(Saved entries)
──────

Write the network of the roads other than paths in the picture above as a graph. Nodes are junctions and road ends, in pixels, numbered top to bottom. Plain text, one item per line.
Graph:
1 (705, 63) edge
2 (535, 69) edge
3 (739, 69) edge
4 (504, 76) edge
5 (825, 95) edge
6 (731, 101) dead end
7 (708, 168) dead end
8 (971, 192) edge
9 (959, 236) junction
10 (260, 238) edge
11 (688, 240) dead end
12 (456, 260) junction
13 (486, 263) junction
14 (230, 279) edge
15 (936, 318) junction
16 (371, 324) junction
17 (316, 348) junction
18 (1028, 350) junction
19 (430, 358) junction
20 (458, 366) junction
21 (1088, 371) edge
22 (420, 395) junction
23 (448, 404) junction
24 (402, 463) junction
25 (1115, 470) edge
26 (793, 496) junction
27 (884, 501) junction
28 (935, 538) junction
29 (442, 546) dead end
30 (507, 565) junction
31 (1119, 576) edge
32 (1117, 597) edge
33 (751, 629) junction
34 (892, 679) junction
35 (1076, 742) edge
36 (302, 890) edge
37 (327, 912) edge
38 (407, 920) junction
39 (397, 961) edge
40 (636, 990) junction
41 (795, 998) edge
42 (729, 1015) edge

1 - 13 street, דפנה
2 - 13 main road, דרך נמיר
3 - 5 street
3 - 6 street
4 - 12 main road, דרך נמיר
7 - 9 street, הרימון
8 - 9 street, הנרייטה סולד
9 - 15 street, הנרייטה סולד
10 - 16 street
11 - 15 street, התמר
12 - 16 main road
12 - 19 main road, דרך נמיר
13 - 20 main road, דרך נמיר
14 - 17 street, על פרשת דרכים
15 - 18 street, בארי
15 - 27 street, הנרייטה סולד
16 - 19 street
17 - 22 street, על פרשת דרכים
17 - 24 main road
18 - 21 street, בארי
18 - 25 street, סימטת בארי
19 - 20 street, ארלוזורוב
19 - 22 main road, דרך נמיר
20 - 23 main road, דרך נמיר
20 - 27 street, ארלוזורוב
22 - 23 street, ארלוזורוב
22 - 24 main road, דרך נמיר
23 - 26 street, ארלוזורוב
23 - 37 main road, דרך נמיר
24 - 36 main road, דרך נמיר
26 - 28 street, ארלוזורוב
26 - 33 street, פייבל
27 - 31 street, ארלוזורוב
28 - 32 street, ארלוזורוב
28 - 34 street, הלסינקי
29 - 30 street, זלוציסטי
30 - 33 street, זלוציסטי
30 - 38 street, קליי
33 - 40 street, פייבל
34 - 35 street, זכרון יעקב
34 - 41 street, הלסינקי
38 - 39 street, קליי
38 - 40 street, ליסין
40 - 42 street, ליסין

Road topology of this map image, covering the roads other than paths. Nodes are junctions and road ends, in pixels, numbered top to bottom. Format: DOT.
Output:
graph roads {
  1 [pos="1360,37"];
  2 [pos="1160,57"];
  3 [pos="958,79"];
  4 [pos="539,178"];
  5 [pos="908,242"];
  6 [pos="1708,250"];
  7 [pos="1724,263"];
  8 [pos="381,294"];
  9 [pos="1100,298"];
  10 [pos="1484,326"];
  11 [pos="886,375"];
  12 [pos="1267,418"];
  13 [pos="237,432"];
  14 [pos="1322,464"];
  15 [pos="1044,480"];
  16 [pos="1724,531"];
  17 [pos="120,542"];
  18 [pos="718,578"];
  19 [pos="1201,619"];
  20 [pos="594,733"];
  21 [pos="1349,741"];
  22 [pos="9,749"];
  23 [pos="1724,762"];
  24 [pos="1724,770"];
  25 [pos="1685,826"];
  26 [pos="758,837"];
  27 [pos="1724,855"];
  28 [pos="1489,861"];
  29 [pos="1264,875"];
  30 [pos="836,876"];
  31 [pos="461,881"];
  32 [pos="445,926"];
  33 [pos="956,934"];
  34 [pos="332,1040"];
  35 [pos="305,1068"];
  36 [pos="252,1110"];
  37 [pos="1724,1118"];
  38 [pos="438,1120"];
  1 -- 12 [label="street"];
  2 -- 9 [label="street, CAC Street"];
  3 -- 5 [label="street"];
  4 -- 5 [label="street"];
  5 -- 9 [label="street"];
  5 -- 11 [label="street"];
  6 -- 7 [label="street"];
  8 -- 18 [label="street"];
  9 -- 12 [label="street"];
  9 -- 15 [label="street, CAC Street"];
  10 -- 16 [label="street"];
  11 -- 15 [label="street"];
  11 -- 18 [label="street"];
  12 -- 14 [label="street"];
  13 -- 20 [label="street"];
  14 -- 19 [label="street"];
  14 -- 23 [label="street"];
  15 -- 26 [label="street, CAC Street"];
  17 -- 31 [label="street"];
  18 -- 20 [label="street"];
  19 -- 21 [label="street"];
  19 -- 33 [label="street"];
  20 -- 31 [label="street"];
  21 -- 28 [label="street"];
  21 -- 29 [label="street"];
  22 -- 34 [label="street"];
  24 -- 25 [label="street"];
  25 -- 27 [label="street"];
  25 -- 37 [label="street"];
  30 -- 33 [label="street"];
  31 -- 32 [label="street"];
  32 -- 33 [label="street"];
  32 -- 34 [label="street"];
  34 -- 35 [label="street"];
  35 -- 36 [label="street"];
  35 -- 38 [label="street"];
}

──────

TASK DIRECTIONS: Your task is to copy each line of the entries that includes the word "דרכים".

TASK ANSWER:
14 - 17 street, על פרשת דרכים
17 - 22 street, על פרשת דרכים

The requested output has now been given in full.